Back in the days when batting sides dawdled along at two runs an over or less, Indian fast bowlers were a rare species, a ten-minute opening act whose only function was to take the shine off the ball before a trio of spinners went to work on the quickly softening ball. Those days are long gone, and while those run-rates certainly aren't missed, certain aspects of Indian cricket still appear to be stuck in a time warp. Sacrosanct tradition or fetish, playing at least two slow bowlers is one of them. Those that question it are considered heretics, and it's conveniently forgotten that India hasn't unearthed a Harbhajan Singh, leave alone an Ajantha Mendis, in over a decade.
Anil Kumble and Harbhajan may have 907 wickets between them, but following the Sri Lanka series where they were comprehensively outbowled by Mendis and Muttiah Muralitharan, these four Tests will almost certainly mark the end of an era. In the 54 Tests where they have shared spin duties, Kumble and Harbhajan have taken 499 wickets, an astonishing 354 of them on home soil. But age [Kumble] and stagnation [Harbhajan] has meant that the end of the yellow brick road is in sight, with Amit Mishra and Piyush Chawla tussling to be the legspinner of choice.
It's never easy for spinners to bowl first on a slow and low pitch, but as Sri Lanka's twin terrors showed, a little ingenuity can go a long way. Australia were playing a drastically remodelled middle order, with one debutant [Cameron White] and another playing his first Test in three years [Shane Watson]. Brad Haddin too has only three Tests to his name. It was the sort of line-up that Kumble would have scythed down in his prime, but if not for sterling spells from Ishant Sharma and Zaheer Khan, it's likely Michael Hussey's sensational rearguard action would have taken Australia beyond 500, and out of sight.
The figures were damning enough. Kumble and Harbhajan bowled 84 overs, for combined figures of 1 for 232, the worst effort for India's spinners in a Test involving the duo. When you think that even White, whose batting has always looked his strongest suit, might do better, it's enough to send a cold chill down any Indian cricket-lover's spine.
The contrast with the fast bowlers was stark. Ishant started off troubling Ricky Ponting, and his performance graph didn't dip even as the Australian top order batted the team into a healthy position. Each time he was thrown the ball, there would be a buzz of expectation, and Ponting's assessment ["He'll be troubling a lot of international batsmen for some time to come"] was borne out by deliveries that would rear off a length, dart in and make the batsmen hurry. No one played him with a measure of comfort, and he showed his willingness to learn by bowling as well with the old ball as he had with the shiny red one.
Movement in flummoxed Watson, and his cricketing intelligence was then highlighted by the dismissals of Brad Haddin and White. On a pitch where the only worry for the batsmen was low bounce and boredom, Ishant soon realised that bowling full pelt would only result in rapid electrolyte depletion and exhaustion.

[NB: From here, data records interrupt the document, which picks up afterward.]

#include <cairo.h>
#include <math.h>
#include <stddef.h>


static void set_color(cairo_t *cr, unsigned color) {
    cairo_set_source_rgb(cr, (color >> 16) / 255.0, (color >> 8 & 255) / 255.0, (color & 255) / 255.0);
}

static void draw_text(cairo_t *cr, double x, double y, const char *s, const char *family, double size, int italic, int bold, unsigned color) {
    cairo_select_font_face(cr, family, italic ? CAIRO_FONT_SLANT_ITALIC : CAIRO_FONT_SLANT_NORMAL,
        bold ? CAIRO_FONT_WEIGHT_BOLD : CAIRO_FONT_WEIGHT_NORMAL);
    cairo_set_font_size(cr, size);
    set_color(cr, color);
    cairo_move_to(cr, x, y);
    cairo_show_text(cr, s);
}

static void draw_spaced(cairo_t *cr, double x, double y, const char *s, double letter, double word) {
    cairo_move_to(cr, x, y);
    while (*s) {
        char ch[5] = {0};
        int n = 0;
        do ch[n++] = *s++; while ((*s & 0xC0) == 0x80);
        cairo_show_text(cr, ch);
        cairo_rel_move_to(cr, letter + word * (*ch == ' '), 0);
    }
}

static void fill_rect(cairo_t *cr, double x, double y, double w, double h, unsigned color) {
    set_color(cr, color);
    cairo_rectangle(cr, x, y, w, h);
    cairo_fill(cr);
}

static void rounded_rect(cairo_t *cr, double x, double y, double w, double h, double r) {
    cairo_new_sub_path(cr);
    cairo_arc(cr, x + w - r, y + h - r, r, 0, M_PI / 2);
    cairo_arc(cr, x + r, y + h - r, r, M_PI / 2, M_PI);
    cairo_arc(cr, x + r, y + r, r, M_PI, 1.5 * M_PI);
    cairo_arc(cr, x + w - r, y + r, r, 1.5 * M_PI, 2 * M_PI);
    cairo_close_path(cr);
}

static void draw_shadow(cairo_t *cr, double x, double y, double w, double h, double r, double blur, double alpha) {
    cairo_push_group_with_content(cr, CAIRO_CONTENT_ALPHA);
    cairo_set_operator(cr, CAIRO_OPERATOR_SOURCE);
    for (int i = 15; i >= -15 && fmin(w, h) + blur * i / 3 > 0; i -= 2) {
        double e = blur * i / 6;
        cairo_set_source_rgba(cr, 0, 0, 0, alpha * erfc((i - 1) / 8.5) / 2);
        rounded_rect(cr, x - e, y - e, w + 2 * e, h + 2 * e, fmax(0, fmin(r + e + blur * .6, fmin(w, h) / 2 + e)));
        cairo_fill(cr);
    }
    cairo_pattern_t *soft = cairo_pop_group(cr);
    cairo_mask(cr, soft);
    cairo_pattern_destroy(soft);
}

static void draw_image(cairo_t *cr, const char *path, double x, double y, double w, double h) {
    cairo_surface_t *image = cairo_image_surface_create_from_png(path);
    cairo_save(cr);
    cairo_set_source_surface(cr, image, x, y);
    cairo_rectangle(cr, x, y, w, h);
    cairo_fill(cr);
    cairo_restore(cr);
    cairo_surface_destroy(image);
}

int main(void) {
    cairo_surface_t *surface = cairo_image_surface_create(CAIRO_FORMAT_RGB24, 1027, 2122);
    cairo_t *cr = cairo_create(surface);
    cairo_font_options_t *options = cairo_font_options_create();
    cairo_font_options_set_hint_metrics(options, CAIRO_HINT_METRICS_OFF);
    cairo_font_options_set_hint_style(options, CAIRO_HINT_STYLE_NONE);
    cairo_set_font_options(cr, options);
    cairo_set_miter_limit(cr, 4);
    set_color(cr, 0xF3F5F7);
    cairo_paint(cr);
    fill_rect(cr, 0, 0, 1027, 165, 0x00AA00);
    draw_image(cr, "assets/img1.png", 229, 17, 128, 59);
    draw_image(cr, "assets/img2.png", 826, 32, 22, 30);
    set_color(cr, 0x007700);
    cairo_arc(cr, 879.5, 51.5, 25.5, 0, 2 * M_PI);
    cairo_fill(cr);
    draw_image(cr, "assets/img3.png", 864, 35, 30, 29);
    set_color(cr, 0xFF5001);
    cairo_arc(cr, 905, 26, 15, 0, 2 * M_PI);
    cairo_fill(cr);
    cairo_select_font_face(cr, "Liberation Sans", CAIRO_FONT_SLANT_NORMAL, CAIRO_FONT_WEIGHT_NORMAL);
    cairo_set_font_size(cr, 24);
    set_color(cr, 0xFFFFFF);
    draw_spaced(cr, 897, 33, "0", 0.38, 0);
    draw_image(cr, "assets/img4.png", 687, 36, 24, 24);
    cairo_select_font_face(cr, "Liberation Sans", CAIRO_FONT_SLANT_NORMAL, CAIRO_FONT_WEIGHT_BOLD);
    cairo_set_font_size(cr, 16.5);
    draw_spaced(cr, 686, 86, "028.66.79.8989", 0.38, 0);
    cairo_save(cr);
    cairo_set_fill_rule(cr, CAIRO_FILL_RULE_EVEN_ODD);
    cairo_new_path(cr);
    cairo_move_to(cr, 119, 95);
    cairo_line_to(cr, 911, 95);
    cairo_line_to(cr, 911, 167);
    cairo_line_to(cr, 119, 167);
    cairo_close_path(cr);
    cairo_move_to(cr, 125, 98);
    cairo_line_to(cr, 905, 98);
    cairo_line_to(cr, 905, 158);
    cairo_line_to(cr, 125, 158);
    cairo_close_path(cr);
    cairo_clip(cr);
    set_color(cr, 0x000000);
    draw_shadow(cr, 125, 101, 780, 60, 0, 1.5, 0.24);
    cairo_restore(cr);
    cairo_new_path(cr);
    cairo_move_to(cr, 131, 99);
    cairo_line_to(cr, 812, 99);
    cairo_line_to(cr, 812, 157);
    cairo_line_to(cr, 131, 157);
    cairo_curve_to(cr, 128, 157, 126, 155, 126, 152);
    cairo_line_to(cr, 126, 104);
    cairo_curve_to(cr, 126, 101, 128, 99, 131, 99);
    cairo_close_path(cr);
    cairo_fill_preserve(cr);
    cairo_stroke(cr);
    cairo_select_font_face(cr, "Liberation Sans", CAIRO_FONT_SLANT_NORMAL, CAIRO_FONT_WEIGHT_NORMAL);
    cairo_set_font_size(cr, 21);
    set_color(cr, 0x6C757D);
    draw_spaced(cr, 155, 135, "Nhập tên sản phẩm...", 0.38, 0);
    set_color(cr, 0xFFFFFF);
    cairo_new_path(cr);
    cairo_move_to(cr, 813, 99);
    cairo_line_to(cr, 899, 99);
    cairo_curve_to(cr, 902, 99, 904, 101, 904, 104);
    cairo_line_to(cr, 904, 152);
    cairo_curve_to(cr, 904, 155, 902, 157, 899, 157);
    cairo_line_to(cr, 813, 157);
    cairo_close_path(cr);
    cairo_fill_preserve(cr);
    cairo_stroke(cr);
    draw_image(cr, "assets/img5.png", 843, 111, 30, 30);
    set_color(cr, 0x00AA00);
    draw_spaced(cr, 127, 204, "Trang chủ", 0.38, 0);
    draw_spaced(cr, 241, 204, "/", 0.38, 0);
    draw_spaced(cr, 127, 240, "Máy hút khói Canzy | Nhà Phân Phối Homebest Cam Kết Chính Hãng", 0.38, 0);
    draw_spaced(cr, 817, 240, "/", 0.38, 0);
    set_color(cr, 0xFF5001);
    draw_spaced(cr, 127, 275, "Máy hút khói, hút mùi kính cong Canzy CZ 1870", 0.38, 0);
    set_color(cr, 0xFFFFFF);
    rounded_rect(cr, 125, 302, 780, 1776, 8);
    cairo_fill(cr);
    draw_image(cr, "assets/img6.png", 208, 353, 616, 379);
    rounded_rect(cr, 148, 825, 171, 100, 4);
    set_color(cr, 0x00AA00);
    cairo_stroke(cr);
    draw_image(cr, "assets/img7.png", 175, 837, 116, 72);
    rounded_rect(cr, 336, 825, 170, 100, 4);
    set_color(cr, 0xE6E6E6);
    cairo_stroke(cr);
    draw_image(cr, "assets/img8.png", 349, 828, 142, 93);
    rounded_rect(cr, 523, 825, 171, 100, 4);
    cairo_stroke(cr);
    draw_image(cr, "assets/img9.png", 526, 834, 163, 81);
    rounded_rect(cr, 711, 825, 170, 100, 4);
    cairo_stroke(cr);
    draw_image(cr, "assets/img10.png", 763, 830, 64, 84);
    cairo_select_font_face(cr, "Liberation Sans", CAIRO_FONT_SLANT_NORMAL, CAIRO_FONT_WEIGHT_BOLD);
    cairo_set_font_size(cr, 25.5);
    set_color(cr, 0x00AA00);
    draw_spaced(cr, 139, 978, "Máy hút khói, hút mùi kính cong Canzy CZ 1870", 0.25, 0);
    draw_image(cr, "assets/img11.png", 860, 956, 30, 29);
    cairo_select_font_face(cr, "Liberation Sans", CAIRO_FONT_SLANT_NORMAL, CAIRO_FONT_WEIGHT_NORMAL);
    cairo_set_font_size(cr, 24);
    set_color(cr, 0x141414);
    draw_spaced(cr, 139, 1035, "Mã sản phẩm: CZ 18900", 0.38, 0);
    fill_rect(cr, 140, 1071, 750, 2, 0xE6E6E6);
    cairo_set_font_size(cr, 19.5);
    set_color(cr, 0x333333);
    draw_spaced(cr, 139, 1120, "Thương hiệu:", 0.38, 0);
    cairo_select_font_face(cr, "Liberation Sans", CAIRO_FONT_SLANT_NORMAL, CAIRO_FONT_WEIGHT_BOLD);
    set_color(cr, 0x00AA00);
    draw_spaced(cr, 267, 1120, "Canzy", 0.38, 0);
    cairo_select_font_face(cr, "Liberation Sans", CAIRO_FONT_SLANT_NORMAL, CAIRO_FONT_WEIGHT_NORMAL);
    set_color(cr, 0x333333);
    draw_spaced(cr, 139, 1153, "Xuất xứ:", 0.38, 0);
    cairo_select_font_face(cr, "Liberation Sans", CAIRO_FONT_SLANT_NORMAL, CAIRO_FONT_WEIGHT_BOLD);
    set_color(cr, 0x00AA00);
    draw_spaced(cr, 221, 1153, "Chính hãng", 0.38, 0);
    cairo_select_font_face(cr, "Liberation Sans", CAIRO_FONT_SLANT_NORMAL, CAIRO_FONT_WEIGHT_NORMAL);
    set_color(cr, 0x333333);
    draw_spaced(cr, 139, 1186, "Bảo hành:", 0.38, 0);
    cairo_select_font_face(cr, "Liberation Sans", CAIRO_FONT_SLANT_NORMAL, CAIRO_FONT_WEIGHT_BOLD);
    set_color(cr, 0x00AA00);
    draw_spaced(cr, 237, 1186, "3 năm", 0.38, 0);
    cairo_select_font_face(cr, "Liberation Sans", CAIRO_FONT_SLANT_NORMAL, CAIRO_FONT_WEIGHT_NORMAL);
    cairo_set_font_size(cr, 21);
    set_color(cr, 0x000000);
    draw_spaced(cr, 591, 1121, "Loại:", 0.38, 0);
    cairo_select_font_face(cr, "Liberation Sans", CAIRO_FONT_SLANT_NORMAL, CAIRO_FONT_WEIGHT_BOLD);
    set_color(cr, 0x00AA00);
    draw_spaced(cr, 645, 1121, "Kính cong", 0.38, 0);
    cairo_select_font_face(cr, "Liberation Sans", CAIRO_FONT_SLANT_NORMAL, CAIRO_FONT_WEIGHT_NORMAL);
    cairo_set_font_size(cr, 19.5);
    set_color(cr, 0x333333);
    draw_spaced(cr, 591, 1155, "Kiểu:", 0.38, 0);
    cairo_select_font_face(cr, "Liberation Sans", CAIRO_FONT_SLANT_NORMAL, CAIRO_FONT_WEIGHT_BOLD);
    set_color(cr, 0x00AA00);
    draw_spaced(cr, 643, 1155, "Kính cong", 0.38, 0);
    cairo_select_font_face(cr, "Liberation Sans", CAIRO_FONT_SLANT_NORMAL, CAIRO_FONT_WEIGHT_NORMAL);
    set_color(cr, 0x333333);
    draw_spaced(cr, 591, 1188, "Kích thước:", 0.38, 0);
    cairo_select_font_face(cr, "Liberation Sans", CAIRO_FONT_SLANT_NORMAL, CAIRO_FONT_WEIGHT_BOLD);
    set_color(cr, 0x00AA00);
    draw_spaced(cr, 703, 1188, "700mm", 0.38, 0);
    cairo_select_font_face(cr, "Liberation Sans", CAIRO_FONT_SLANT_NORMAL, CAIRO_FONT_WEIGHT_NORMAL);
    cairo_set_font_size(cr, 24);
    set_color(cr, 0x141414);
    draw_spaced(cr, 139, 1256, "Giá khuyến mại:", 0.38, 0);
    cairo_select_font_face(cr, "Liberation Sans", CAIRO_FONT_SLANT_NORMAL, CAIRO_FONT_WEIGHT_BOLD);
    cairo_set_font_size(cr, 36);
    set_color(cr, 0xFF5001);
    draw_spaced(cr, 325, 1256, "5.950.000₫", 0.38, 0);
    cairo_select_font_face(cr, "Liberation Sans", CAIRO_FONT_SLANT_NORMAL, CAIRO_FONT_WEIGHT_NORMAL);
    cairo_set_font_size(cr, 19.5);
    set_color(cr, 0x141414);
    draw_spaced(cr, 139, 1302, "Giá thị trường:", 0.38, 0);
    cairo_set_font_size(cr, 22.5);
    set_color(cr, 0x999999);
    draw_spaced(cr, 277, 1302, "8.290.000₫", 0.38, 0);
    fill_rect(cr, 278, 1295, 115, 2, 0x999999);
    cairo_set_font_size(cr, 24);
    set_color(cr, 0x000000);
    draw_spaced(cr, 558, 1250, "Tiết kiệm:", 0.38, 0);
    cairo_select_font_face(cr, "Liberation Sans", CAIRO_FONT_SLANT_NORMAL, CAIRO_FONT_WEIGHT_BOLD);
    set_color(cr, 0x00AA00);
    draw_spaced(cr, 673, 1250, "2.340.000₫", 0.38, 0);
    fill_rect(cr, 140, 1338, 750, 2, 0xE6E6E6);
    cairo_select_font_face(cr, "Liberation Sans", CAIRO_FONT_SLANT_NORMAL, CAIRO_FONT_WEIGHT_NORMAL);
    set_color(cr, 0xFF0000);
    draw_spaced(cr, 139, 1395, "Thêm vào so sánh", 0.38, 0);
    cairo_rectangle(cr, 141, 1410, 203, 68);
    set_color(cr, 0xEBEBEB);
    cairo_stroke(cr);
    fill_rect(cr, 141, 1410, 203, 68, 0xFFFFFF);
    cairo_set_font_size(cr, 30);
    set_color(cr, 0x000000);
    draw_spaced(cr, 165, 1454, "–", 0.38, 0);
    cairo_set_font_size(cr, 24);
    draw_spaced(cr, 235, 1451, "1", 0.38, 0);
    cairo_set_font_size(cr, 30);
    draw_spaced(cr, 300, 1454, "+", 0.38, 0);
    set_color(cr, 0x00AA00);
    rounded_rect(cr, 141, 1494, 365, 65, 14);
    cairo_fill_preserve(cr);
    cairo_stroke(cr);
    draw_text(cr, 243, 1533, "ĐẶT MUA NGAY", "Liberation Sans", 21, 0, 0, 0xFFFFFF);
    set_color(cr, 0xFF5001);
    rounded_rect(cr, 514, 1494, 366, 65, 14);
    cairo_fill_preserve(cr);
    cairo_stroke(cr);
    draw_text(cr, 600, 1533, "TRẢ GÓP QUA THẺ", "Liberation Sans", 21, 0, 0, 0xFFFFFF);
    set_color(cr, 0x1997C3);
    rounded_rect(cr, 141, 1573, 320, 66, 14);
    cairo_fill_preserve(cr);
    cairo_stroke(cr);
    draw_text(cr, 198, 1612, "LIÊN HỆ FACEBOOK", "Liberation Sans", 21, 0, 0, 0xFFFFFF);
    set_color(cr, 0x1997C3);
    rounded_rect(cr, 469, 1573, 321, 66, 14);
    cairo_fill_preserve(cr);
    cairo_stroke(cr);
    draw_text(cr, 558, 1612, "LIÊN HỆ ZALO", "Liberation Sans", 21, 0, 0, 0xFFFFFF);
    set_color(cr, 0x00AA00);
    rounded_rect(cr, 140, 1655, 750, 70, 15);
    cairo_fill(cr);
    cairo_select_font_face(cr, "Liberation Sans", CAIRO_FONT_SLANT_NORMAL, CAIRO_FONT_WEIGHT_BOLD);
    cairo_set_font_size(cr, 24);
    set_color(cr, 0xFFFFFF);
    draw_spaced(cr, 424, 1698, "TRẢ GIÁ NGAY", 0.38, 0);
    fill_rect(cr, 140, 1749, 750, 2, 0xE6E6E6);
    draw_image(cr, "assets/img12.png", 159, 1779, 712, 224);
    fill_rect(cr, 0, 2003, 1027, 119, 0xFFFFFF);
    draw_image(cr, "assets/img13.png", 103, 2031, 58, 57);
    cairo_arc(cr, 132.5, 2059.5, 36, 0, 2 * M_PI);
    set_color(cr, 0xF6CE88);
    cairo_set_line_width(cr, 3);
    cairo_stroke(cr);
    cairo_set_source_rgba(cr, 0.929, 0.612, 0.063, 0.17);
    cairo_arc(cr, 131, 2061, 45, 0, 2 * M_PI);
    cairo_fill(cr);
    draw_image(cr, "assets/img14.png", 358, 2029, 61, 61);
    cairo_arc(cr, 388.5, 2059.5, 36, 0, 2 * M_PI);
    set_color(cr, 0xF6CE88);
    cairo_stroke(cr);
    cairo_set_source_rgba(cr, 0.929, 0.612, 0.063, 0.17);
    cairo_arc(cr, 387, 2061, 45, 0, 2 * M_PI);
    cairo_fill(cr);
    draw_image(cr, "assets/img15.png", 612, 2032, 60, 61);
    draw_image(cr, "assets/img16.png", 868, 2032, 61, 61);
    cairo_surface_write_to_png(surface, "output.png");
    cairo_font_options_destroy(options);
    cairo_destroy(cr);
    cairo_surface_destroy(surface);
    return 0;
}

The sharp lifters and full deliveries were soon interspersed with cleverly disguised slower balls. Both White and Haddin were far too early into the shot when they went after wide ones that invited the crashing square-drive, and the delight on Ishant's face was a reminder that even these thankless tasks [Shoaib Akhtar memorably referred to fast bowling on the subcontinent as 'donkey's work'] come with some reward.
Zaheer got his in eight balls after tea following a display that was frustratingly inconsistent. He had been superb on the opening day, but there were far too many 'hit-me' balls on the second morning as Hussey resumed with rapid accumulation in mind. Having failed to make use of the second new-ball, he was an entirely different proposition when the scarred old one started to reverse. When he gets that lovely banana-like shape going, he can be next to unplayable, and Australia's quest for 500 was swiftly ended by the three wickets, each of them heralded by the sweet sound of worn leather on wooden stump.
It made you wonder just how much of a factor Munaf Patel might have been, on a surface where the odd ball was already keeping disquietingly low on the opening day. With his accuracy and ability to move the ball, Munaf could have maintained some sort of stranglehold on the scoring. Instead, India were never able to build any pressure. When Ishant was unplayable, the others bled runs. When Zaheer was in his element, the spinners were innocuous. With the fielding so creaky, singles were a given, and Hussey in particular targeted the soft spots with a ruthlessness that would have made the unsmiling Allan Border proud.
Thanks to the seamers, who took 9 for 168 between them, India haven't already been shut out of this game. But with Mohali likely to be pace-friendly at this time of year, it's time the selectors started thinking of doing away with outdated traditions. Playing three fast bowlers - there are quite a few to choose from when compared to the near-empty spin shelves - won't mark the beginning of the end of Indian cricket. Instead, it may just herald a new beginning.